(Dataset entries)
-*-

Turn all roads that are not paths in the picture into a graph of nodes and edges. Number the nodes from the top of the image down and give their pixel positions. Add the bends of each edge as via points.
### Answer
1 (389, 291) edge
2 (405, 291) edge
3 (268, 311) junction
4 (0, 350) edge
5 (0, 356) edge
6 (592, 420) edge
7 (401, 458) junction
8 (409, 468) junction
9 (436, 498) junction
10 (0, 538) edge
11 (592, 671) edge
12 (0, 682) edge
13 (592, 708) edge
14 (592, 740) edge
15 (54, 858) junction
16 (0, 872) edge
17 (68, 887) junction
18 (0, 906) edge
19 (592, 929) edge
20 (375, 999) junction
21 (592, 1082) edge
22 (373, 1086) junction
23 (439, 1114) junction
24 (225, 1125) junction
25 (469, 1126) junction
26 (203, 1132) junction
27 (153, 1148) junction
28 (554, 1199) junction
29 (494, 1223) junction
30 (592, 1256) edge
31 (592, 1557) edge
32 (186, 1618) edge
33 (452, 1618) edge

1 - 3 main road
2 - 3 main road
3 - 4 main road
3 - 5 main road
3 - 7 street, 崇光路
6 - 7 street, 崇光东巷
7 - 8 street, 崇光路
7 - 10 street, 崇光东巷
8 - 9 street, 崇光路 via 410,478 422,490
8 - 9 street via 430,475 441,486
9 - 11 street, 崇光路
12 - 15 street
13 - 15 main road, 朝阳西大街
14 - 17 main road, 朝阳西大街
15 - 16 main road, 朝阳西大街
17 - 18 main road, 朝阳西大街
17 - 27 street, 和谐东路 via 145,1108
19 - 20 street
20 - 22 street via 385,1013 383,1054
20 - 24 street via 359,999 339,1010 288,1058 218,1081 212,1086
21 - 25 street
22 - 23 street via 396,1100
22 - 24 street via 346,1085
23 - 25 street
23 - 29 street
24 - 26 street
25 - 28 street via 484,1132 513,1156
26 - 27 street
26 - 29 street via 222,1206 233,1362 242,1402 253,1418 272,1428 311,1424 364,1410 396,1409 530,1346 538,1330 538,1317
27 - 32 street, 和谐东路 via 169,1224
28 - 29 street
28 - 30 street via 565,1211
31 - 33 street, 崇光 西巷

-*-

### REQUIREMENT:
Work through the records above. Copy every line with the string "朝阳西大街".

### SOLUTION FOR THIS TASK:
13 - 15 main road, 朝阳西大街
14 - 17 main road, 朝阳西大街
15 - 16 main road, 朝阳西大街
17 - 18 main road, 朝阳西大街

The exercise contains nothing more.